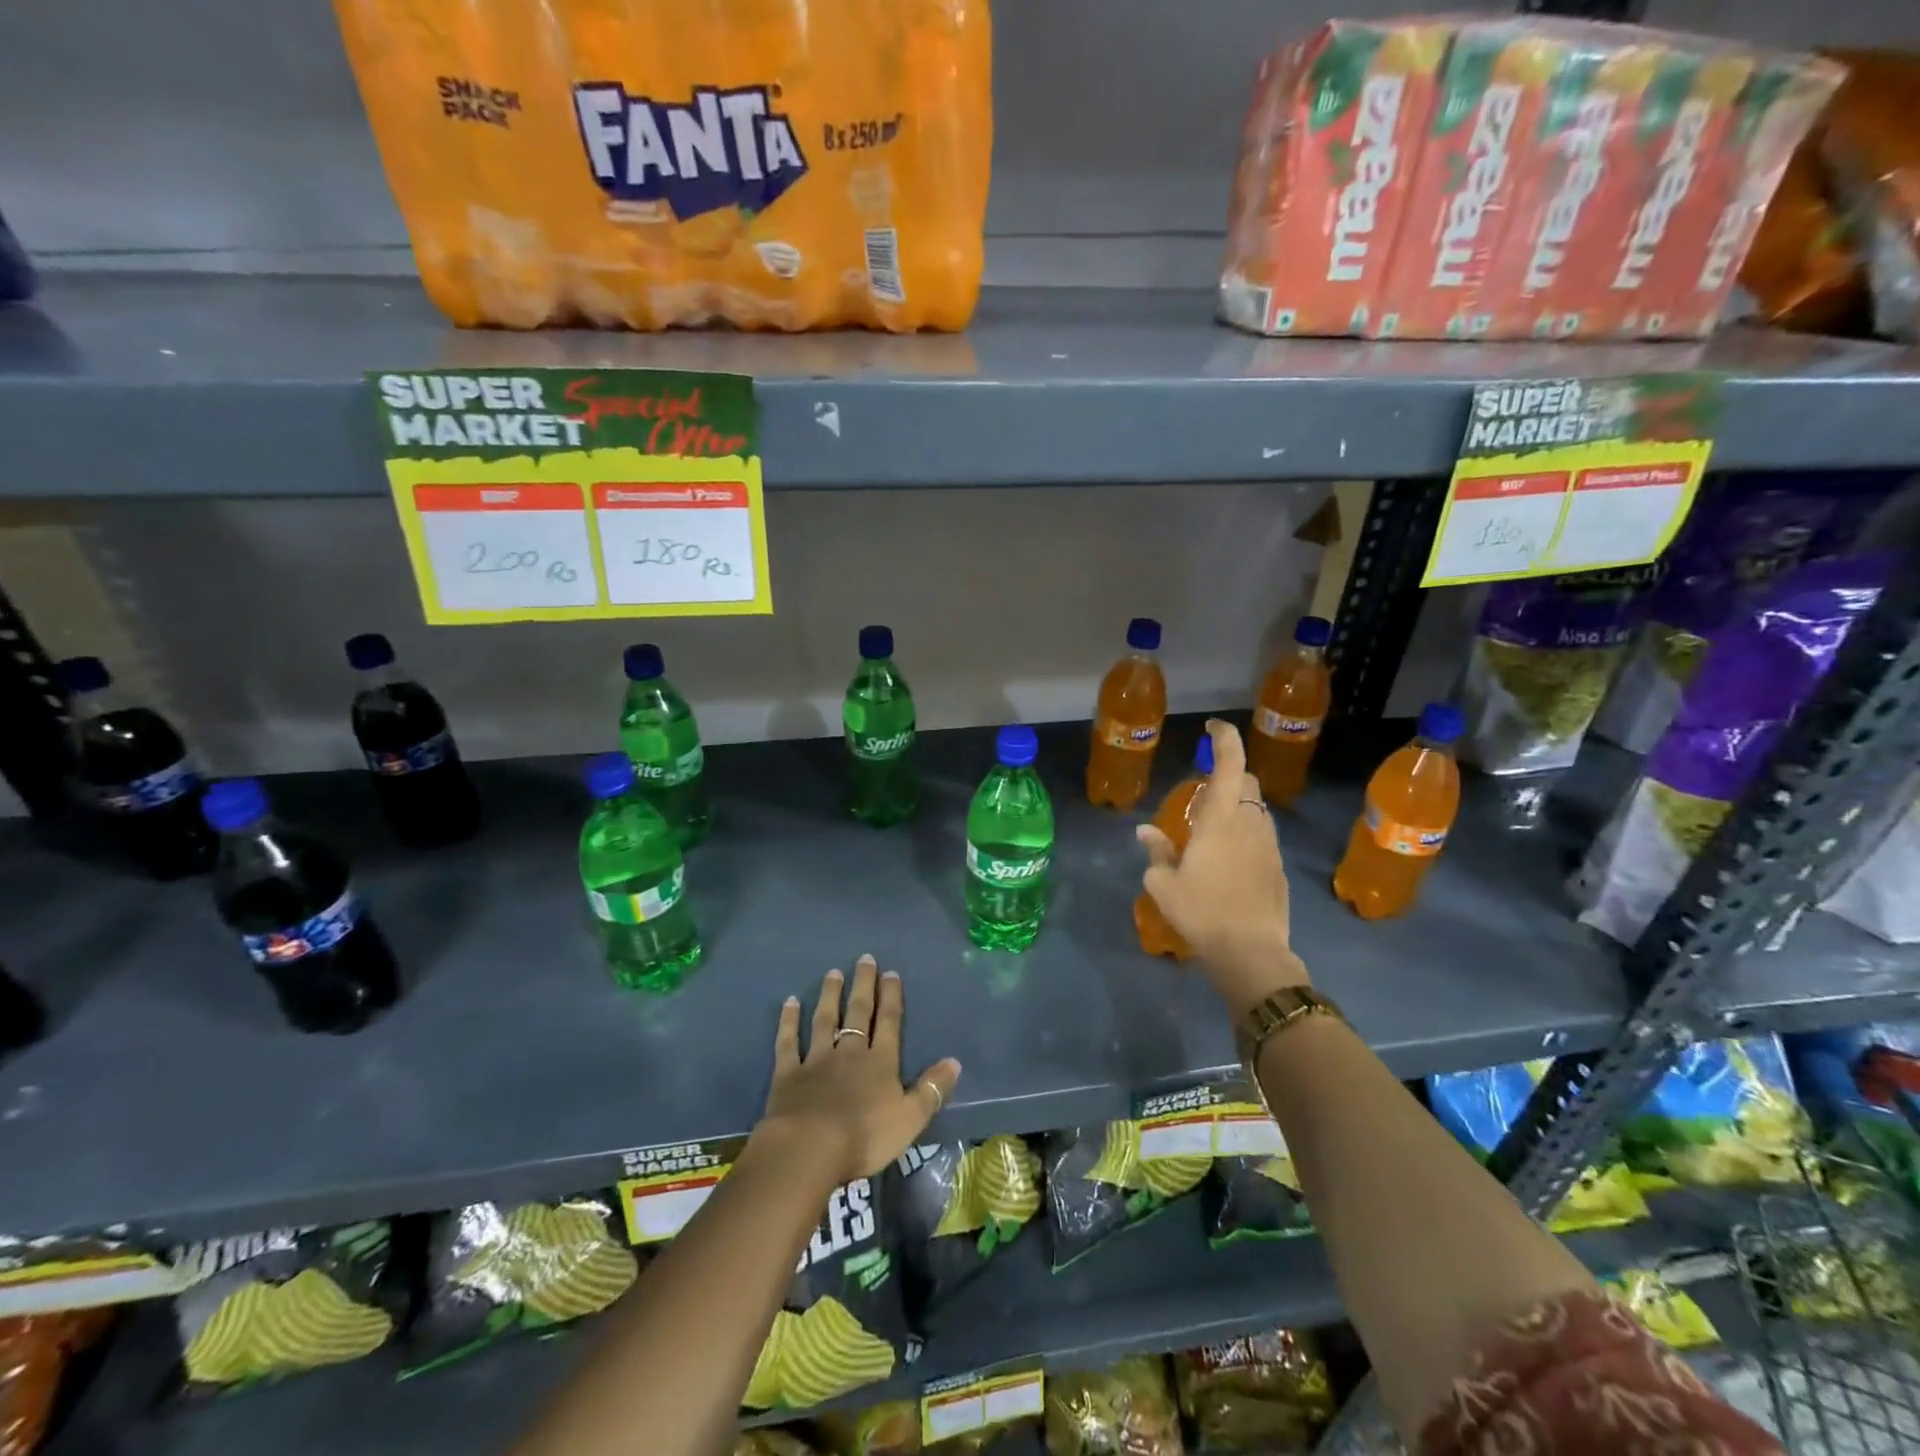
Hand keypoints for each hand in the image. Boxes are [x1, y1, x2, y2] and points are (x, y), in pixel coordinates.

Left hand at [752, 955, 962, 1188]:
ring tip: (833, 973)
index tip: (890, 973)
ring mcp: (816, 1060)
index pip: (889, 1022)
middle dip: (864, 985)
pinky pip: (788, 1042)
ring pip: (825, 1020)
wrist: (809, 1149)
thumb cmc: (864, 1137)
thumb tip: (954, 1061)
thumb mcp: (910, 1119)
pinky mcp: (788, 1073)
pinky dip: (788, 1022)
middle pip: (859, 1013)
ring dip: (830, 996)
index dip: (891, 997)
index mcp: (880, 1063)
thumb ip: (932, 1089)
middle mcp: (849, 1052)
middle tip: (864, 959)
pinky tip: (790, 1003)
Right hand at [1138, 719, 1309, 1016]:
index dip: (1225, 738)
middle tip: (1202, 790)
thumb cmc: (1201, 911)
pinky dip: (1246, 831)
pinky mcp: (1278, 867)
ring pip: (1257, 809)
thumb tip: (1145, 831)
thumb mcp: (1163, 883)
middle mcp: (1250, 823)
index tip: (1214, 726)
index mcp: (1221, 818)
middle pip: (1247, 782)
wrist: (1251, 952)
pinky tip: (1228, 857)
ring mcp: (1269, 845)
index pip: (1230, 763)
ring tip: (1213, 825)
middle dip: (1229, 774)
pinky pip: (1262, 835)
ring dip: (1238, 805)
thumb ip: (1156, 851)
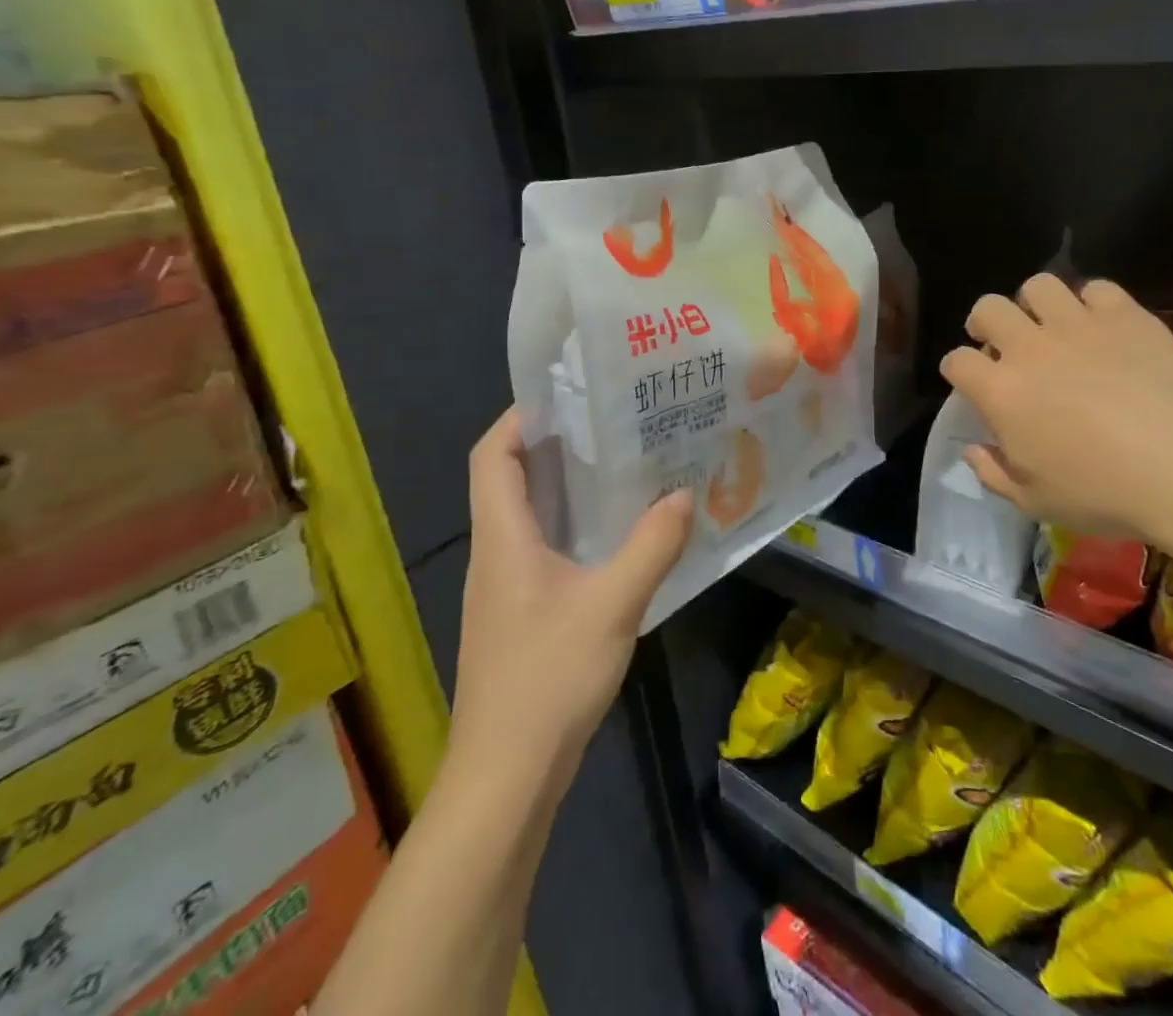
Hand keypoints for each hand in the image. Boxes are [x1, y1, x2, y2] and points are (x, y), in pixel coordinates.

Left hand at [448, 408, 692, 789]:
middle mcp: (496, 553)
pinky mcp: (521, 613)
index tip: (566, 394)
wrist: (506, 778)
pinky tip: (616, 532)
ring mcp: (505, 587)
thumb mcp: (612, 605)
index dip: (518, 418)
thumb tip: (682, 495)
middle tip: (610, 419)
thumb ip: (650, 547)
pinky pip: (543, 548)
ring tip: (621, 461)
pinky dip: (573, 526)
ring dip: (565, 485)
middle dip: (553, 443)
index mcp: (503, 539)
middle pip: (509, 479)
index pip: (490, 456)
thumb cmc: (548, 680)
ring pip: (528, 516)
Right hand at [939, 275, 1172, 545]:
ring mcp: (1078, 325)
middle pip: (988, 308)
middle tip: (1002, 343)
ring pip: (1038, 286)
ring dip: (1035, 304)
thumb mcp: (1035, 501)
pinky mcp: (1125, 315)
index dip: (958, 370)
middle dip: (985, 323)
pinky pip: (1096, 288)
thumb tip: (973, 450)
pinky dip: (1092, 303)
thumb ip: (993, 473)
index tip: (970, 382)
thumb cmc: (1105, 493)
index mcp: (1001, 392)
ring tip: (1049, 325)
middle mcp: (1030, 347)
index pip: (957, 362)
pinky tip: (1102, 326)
==
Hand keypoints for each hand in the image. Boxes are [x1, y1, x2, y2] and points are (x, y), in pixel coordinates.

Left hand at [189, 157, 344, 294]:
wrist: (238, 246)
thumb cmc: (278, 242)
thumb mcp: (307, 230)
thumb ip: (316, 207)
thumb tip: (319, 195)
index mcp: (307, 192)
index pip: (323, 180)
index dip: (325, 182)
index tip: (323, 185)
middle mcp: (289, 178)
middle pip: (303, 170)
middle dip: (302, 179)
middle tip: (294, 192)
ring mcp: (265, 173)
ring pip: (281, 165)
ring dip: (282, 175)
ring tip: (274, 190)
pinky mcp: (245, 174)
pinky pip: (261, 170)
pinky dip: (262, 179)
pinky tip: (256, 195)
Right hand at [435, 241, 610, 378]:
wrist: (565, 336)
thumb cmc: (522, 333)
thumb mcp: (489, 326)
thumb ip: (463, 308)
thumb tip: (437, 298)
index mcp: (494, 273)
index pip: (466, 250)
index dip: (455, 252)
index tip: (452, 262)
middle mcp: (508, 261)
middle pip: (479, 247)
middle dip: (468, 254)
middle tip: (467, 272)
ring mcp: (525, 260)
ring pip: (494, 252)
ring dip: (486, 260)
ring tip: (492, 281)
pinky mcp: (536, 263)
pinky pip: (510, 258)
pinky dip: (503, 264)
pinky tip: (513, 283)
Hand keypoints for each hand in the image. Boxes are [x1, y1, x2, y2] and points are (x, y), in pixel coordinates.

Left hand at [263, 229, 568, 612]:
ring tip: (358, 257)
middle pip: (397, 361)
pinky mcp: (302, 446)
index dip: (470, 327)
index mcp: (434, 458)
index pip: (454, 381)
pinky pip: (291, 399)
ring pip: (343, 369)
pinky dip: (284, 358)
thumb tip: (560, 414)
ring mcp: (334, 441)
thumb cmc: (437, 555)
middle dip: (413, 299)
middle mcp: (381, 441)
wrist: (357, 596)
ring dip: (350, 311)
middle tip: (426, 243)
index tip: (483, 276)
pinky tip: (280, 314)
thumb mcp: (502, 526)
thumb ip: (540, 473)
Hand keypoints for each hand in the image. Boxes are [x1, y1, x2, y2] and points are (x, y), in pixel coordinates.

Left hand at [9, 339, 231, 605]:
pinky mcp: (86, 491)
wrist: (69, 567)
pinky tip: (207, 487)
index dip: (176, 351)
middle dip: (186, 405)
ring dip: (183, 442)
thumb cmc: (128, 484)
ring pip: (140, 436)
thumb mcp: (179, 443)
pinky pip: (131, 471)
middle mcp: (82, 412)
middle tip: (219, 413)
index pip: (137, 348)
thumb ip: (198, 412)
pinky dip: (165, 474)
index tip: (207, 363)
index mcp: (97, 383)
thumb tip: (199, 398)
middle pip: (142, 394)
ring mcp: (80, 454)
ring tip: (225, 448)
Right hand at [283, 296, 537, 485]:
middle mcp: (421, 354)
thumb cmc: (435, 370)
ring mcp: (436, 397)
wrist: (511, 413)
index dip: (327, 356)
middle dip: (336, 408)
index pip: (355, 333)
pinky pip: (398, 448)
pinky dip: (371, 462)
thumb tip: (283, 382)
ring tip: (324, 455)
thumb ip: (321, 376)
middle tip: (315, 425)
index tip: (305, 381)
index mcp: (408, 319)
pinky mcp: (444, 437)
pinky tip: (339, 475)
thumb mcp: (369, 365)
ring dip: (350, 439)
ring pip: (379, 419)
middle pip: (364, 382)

What the exercise asks: When you reach the line with "pinky mcp: (788, 1073)" in the records above, start writing out each line exactly, and stop after the line with "pinky tip: (1102, 326)". Pictures stay out.

Exercise result:
pinky mcp: (788, 1073)
pinky dip: (788, 1022)
middle pip: (859, 1013)
ring dip: (830, 996)
index dip: (891, 997)
index mcp: (880, 1063)
thumb ip: (932, 1089)
middle mcp: (849, 1052)
middle tip: (864, 959)
pinky tip: (790, 1003)
Right hand at [1138, 719, 1309, 1016]:
index dip: (1225, 738)
middle tip: (1202, 790)
thumb cmc: (1201, 911)
pinky dip: (1246, 831)
pinky mcp: (1278, 867)
ring pip: (1257, 809)
thumb tip: (1145, 831)
thumb mcp: (1163, 883)
middle mcp: (1250, 823)
index tip: (1214, 726)
index mcp: (1221, 818)
middle pip: (1247, 782)
wrist: (1251, 952)
pinky tip: (1228, 857)
ring mcp: (1269, 845)
index pip: (1230, 763)
ring tip: (1213, 825)
middle dip: (1229, 774)
pinky pip: (1262, 835)
ring dip: (1238, 805)
thumb ip: (1156, 851)
Hand keypoints for each hand in the image. Boxes are [x1, y1, x2, y2] and points are (x, y), in pixel coordinates.

Left hand at [448, 408, 692, 789]:
middle mcp: (496, 553)
pinky mcp: (521, 613)
index tip: (566, 394)
wrist: (506, 778)
pinky tip: (616, 532)
ring mcp: (505, 587)
thumb mcp: (612, 605)
index dip: (518, 418)
thumb tip: (682, 495)
middle tip: (610, 419)
thumb ip: (650, 547)
pinky pip: (543, 548)
ring tip: (621, 461)
pinky dip: (573, 526)
ring dip: (565, 485)
middle dip: (553, 443)
index mcp: (503, 539)
middle pip: (509, 479)
index pip: (490, 456)
thumb cmc: (548, 680)
ring pip: (528, 516)
Right hand at [939, 275, 1172, 545]:
ring mcp: (1078, 325)
middle pip: (988, 308)
middle tip: (1002, 343)
ring pip: (1038, 286)
ring dip: (1035, 304)
thumb mcp: (1035, 501)
pinky mcp: (1125, 315)
index dip: (958, 370)
middle dip: (985, 323)
pinky pip: (1096, 288)
thumb tip: (973, 450)
pinky dip: (1092, 303)
thumb ip: (993, 473)
index tip: (970, 382)
thumb cmc: (1105, 493)
index mcp: (1001, 392)
ring tip: (1049, 325)
middle mcp: (1030, 347)
index pip: (957, 362)
pinky tip: (1102, 326)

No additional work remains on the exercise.